Another Boys and Girls Club student said their classmates had already started using social media to raise those concerns and had come to recognize that work as their civic engagement, their “grain of sand” contribution. They said rethinking the way they use social media has helped them to reorganize their own critical thinking process, but that in addition to support groups, individual mentoring could also be instrumental.

“The best help an adolescent can get would be to have a mentor who can guide and provide ideas to develop during the quarantine,” they said. They also advised that these mentors focus less on discussing the problem more on what’s going right—or what could. They said the constant reminder of the struggle prompts them to shut down mentally and emotionally.

“For that reason, I feel it is neither comfortable nor necessary to mention the subject continuously,” they said.

So how do they propose moving around that elephant in the room and on Zoom?

They proposed a weekly “challenge” where students have some kind of fun, dynamic problem-solving activity that gets them motivated to feel that they can accomplish something, even when life couldn’t feel more stuck.

But many of the teachers said it was pretty much impossible not to acknowledge the obvious challenges and that is was better to empower the students to be agents of their own change. These challenges include:

  • School closures due to budget cuts and structural damage caused by earthquakes, hurricanes, and the pandemic.
  • A faulty electric grid that makes it hard for students and educators to charge their computers, tablets, and smartphones.
  • The ability to concentrate amid sweltering heat without fans or air conditioning.
  • Longstanding discontentment with politicians on and off the island whom critics say have not acted to make all of the above scenarios more preventable.

With these challenges in mind, some of the teachers surveyed they often shared with their students their past struggles and responses to them. One teacher spoke of learning to participate in protests as a student at the University of Puerto Rico, then spoke of how protests had across Puerto Rico and the mainland United States have been instrumental in creating change. Their biggest example? The way street protests in the summer of 2019 calling for the impeachment of Puerto Rico Governor Ricardo Rosselló led him to step down.

“Without a doubt, it has been a challenge, not impossible, but a challenge,” the teacher noted of the many educational roadblocks. “We will continue to reinvent ourselves, seeing how we can push our students forward because despite all the interruptions, the teaching profession and our passion for teaching has not stopped.”

The teacher said a large part of acting on that passion revolved around boosting the students’ belief in themselves.

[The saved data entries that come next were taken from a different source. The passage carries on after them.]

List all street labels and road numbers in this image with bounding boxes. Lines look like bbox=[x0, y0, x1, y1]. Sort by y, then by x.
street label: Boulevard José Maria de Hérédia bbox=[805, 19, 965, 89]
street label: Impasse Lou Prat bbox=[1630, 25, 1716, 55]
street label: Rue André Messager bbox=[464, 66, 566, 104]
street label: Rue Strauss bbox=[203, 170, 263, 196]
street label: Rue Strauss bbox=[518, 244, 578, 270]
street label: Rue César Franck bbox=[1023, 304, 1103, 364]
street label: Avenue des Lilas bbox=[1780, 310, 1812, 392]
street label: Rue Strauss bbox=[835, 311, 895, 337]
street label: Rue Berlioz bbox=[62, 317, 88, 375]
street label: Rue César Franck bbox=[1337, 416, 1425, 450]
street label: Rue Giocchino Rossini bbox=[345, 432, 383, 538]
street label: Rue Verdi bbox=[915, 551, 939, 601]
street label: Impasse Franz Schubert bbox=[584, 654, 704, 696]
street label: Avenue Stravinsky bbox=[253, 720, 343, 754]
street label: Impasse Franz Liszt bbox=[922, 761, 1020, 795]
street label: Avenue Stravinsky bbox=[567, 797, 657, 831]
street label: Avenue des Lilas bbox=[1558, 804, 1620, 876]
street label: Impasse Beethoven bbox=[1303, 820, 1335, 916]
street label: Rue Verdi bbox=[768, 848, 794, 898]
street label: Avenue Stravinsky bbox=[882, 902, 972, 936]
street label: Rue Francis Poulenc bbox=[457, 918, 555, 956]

“I believe a lot in my students, and I have a lot of hope in the Puerto Rico that is to come. It is in their hands,” they said.

“Puerto Rico’s students and teachers are part of the U.S. school system, and they deserve the same resources and support as students and teachers in any U.S. state,” UnidosUS Vice President of Education and Workforce Development Peggy McLeod told ProgressReport.co. “Between hurricanes, earthquakes, political crises, and now the pandemic, they have been through so much upheaval. We continue to ask federal authorities to respond to their needs, and we will stay abreast of what’s happening on the ground through ongoing contact with our Affiliates and partners.”